Give in honor of Admissions Dean Al Watson this Day of Giving
In honor of Dean Watson's contributions to the college over the past 33 years, donate on his behalf this upcoming Day of Giving.
He's served the University of Cincinnati College of Law as the Assistant Dean for Admissions & Financial Aid for 33 years. Now, on the eve of his retirement, Al Watson looks back on his time at the College of Law. You can make your 2019 Day of Giving gift in his honor. All gifts made in Dean Watson's honor will benefit Summer Public Internship Funds.
Why did you decide to get into admissions?
I became interested in higher education as a profession through student leadership positions when I as in college. My Dean of Students at Hope College told me about a master’s program at the college in Bowling Green, Ohio so off I went to northwest Ohio for the next two years. Admissions and athletics were the two areas I became most interested in while at BGSU, and after graduation a job opened up at Wittenberg University in their undergraduate admissions office. I have always been very thankful to Ken Benne, the Dean of Admissions at Wittenberg, for hiring me for my first professional job. I had a great experience working in Admissions at Wittenberg; so after getting married and moving to the Cincinnati area, taking this job at UC law school seemed like the logical step in my career. And here we are now 33 years later. Wow. Time has flown by.
What is it about the law field that interested you?
Honestly, I really accepted this position to further my Admissions career. But I was a political science major in college so law and politics have always been an interest of mine. Working at the law school has really opened my mind to so many ideas and ways to look at the world.
How has admissions changed during your time at Cincinnati Law?
Probably the biggest change has been the advent of technology. How did we do anything without a computer, email and the internet? All those things were new to the law school in the mid-90s. Plus all of our admissions processes are now done in a paperless manner (thank you, Chad!).
You seem to remember everybody. Do you have a photographic memory?
No, far from it. Admissions is a people-oriented profession – I try my best to remember places, people and information I read (yes, we really did read all those applications). We all like to be remembered.
Dean Williams recently announced the gifts in your name. What does that mean to you?
Law school is an expensive venture, even at an affordable law school like UC Law, so it will be my honor to have my name connected to program that helps students pay for law school. And thank you Dean Williams – a terrific Dean - who I hope will be our leader for many more years!
What's been your favorite part about working at Cincinnati Law?
I’ve enjoyed the independence and comradery. A lot of students have helped admissions over the years– countless tours, phone calls emails – the student help is something I’ll remember. We couldn’t have accomplished our successes without that level of student involvement in recruitment.

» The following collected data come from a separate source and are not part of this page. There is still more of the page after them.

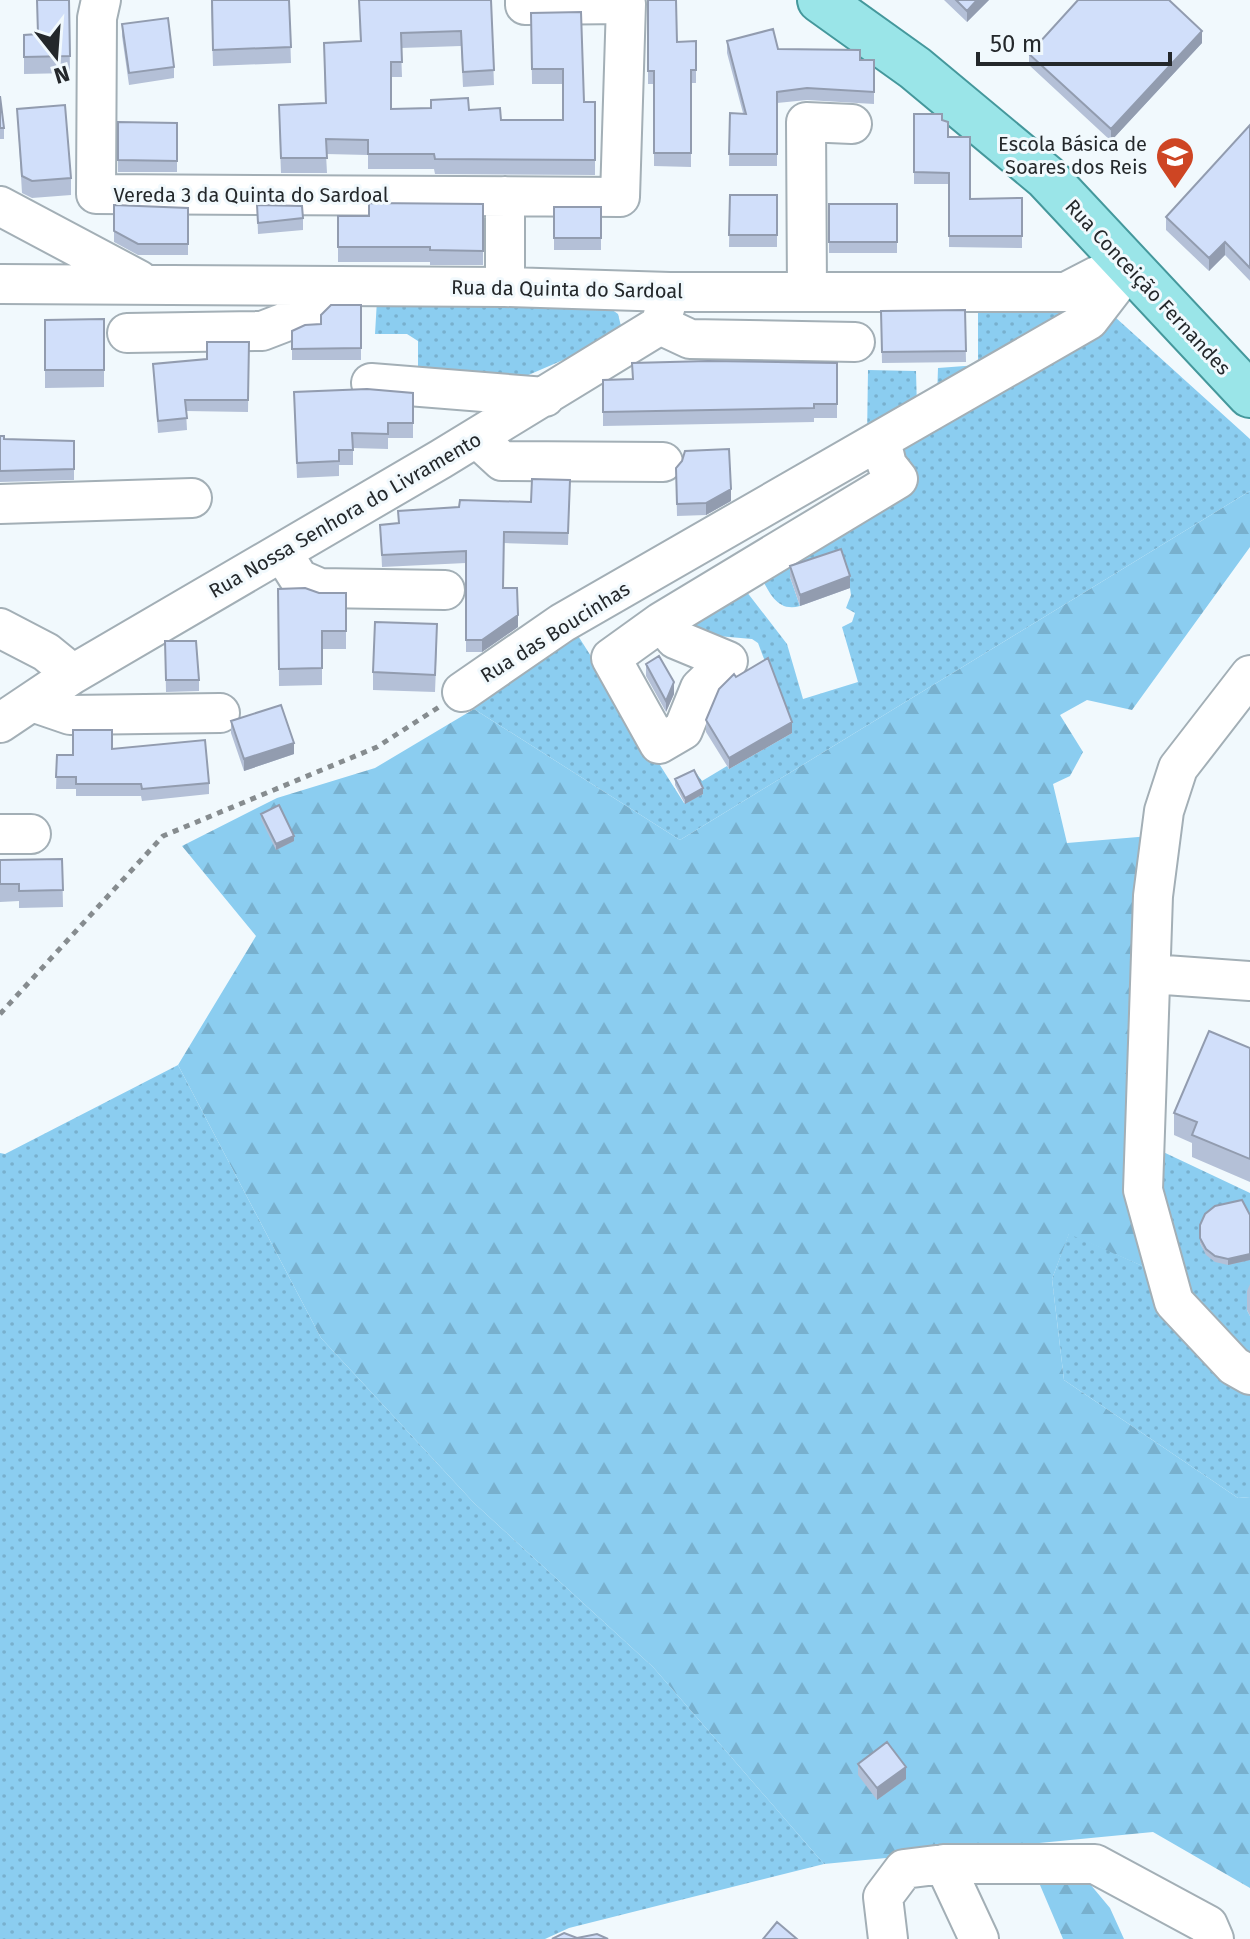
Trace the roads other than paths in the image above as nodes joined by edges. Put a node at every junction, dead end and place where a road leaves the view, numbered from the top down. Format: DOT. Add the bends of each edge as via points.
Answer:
graph roads {
  1 [pos="101,0"];
  2 [pos="525,0"];
  3 [pos="820,0"];
  4 [pos="852,124"];
  5 [pos="505,196"];
  6 [pos="0,206"];
  7 [pos="1129,268"];
  8 [pos="0,284"];
  9 [pos="146,284"];
  10 [pos="323,286"];
  11 [pos="505,287"];
  12 [pos="807,291"];
  13 [pos="665,308"];
  14 [pos="127,333"];
  15 [pos="855,342"];
  16 [pos="371,383"];
  17 [pos="1250,395"];
  18 [pos="545,397"];
  19 [pos="477,438"];
  20 [pos="881,440"];
  21 [pos="663,462"];
  22 [pos="192,498"];
  23 [pos="0,504"];
  24 [pos="282,552"];
  25 [pos="445,590"];
  26 [pos="661,622"];
  27 [pos="0,628"];
  28 [pos="73,674"];
  29 [pos="462,692"];
  30 [pos="1243,699"];
  31 [pos="32,702"];
  32 [pos="220,713"];
  33 [pos="0,723"];
  34 [pos="1151,974"];
  35 [pos="1250,981"];
  36 [pos="1250,1375"];
  37 [pos="944,1864"];
  38 [pos="888,1939"];
  39 [pos="979,1939"];
  40 [pos="1214,1939"];
  1 -- 5 [label="street, Vereda 3 da Quinta do Sardoal" via="96,194"];
  2 -- 5 [label="street" via="525,5 626,4 620,197"];
  3 -- 7 [label="main road, Rua Conceição Fernandes" via="915,68 1046,177"];
  4 -- 12 [label="street" via="806,122"];
  5 -- 11 [label="street"];
  6 -- 9 [label="street"];
  7 -- 12 [label="street, Rua da Quinta do Sardoal" via="1066,292"];
  7 -- 17 [label="main road, Rua Conceição Fernandes"];
  7 -- 20 [label="street, Rua das Boucinhas" via="1089,320"];
  8 -- 9 [label="street, Rua da Quinta do Sardoal"];
  9 -- 10 [label="street, Rua da Quinta do Sardoal"];
  10 -- 11 [label="street, Rua da Quinta do Sardoal"];
  10 -- 14 [label="street" via="311,307 262,331"];
  11 -- 13 [label="street, Rua da Quinta do Sardoal"];
  12 -- 13 [label="street, Rua da Quinta do Sardoal"];
  13 -- 15 [label="street" via="690,339"];
  13 -- 18 [label="street, Rua Nossa Senhora do Livramento"];
  16 -- 18 [label="street"];
  18 -- 19 [label="street, Rua Nossa Senhora do Livramento"];
  19 -- 21 [label="street" via="502,461"];
  19 -- 24 [label="street, Rua Nossa Senhora do Livramento"];
  20 -- 26 [label="street" via="887,465 898,479"];
  20 -- 29 [label="street, Rua das Boucinhas" via="562,623"];
  22 -- 23 [label="street"];
  24 -- 25 [label="street" via="299,579 320,588"];
  24 -- 28 [label="street, Rua Nossa Senhora do Livramento"];
  27 -- 28 [label="street" via="46,652"];
  28 -- 31 [label="street, Rua Nossa Senhora do Livramento"];
  30 -- 34 [label="street" via="1178,768 1164,811 1153,896"];
  31 -- 32 [label="street" via="70,715"];
  31 -- 33 [label="street, Rua Nossa Senhora do Livramento"];
  34 -- 35 [label="street"];
  34 -- 36 [label="street" via="1143,1190 1174,1302 1234,1366"];
  37 -- 38 [label="street" via="904,1869 883,1897"];
  37 -- 39 [label="street"];
  37 -- 40 [label="street" via="1095,1864 1208,1925"];
}
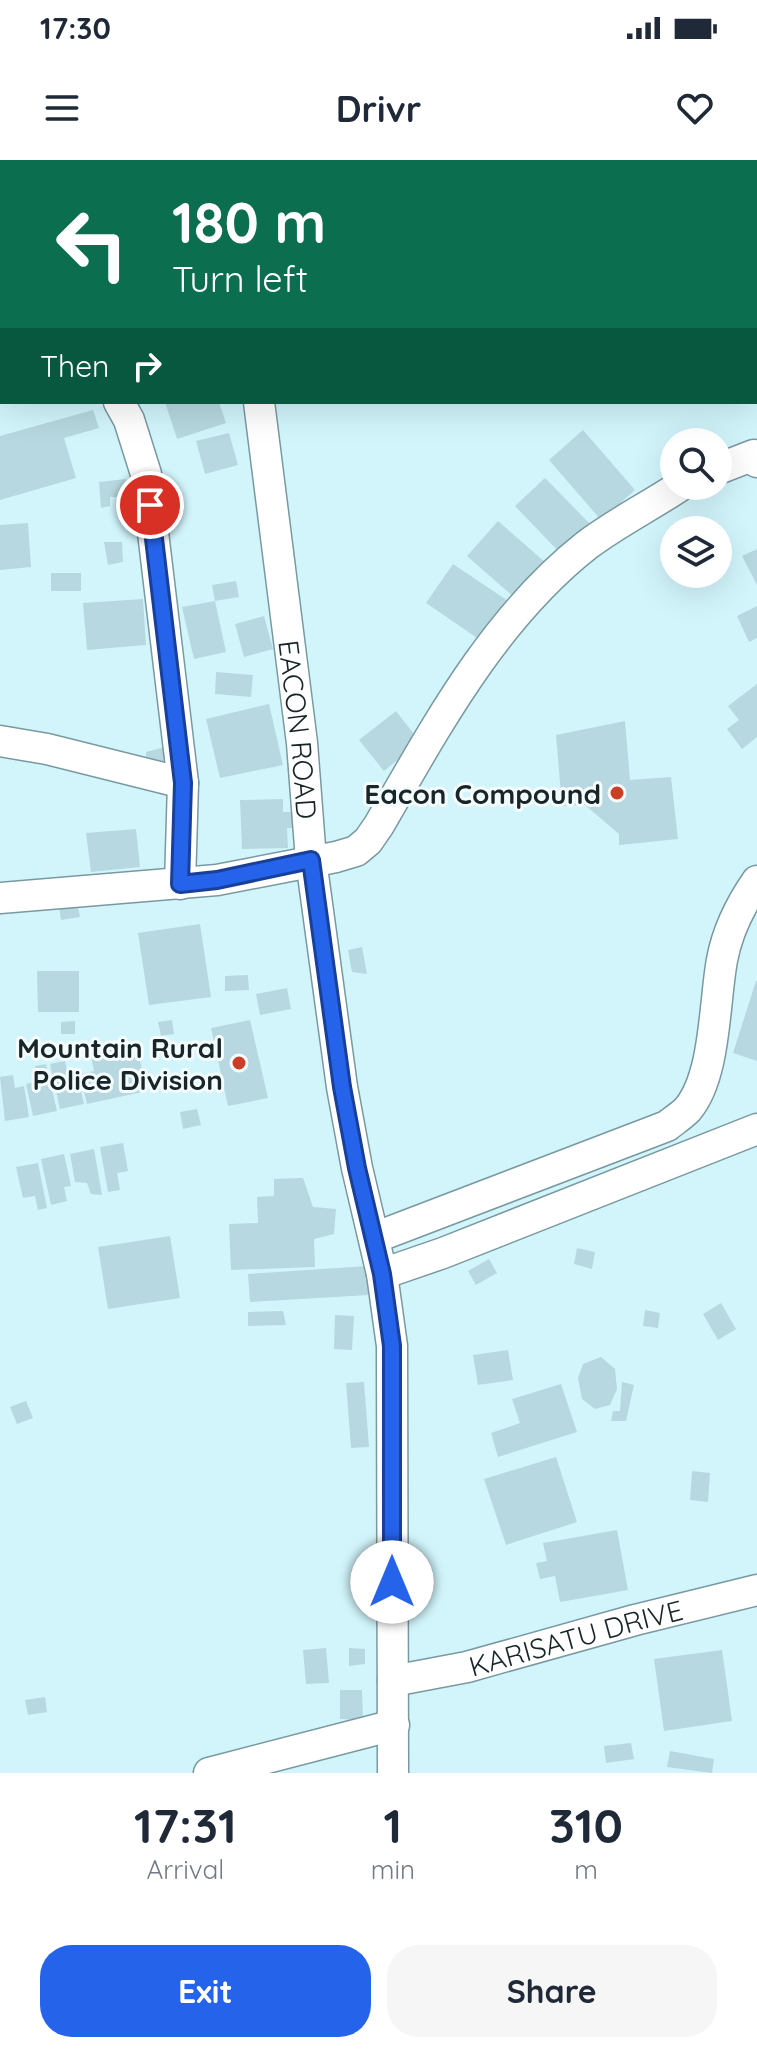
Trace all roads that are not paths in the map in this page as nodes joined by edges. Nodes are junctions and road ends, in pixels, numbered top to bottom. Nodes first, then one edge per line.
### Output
1 (120, 404) edge
2 (259, 404) edge
3 (757, 462) edge
4 (732, 464) edge
5 (660, 499) edge
6 (0, 741) edge
7 (183, 783) junction
8 (311, 860) junction
9 (757, 881) edge
10 (180, 884) junction
11 (0, 898) edge
12 (757, 1129) edge
13 (374, 1238) junction
14 (382, 1274) junction
15 (757, 1590) edge
16 (393, 1681) junction
17 (394, 1725) junction
18 (209, 1773) edge
19 (393, 1773) edge

1 - 7 street
2 - 8 street, EACON ROAD
3 - 4 street
5 - 8 street
6 - 7 street
7 - 10 street
8 - 10 street
8 - 13 street, EACON ROAD
9 - 13 street
10 - 11 street
12 - 14 street
13 - 14 street, EACON ROAD
14 - 16 street, EACON ROAD
15 - 16 street, KARISATU DRIVE
16 - 17 street, EACON ROAD
17 - 18 street
17 - 19 street, EACON ROAD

What's one of your favorite memories of Cincinnati Law?
The “last class” for Professor Stan Harper comes to mind – a huge crowd in 114, a band, UC Law grad Cris Collinsworth emceeing. And at the end someone handed Stan a can of Hudy and he chugged it. What a hoot (and great teacher) Stan was!
I think my biggest overall memory, though, will be all the faculty, deans and staff who have worked so hard to make UC Law a small, intimate, unique law school experience for our students.
What's the funniest thing that's happened here?
That is a tough one – I try to find the humor in everything!
What do you think your legacy will be here?
I tried to treat everyone with honesty and respect – my parents taught me that. I hope I’ve lived up to that standard.
What are your plans for retirement?
This summer I am hoping to spend some time with my wife, Diane, on Lake Michigan in my hometown of South Haven. Hopefully our kids, Cat and Ben, can make it up as well now that they have grown and flown the coup to Indianapolis and Austin. I have this addiction called golf that I am hoping to pick at a bit more. And I am looking forward to getting off the clock, too. I have been reporting to an office my adult professional life – that part of my job I don’t think I am going to miss.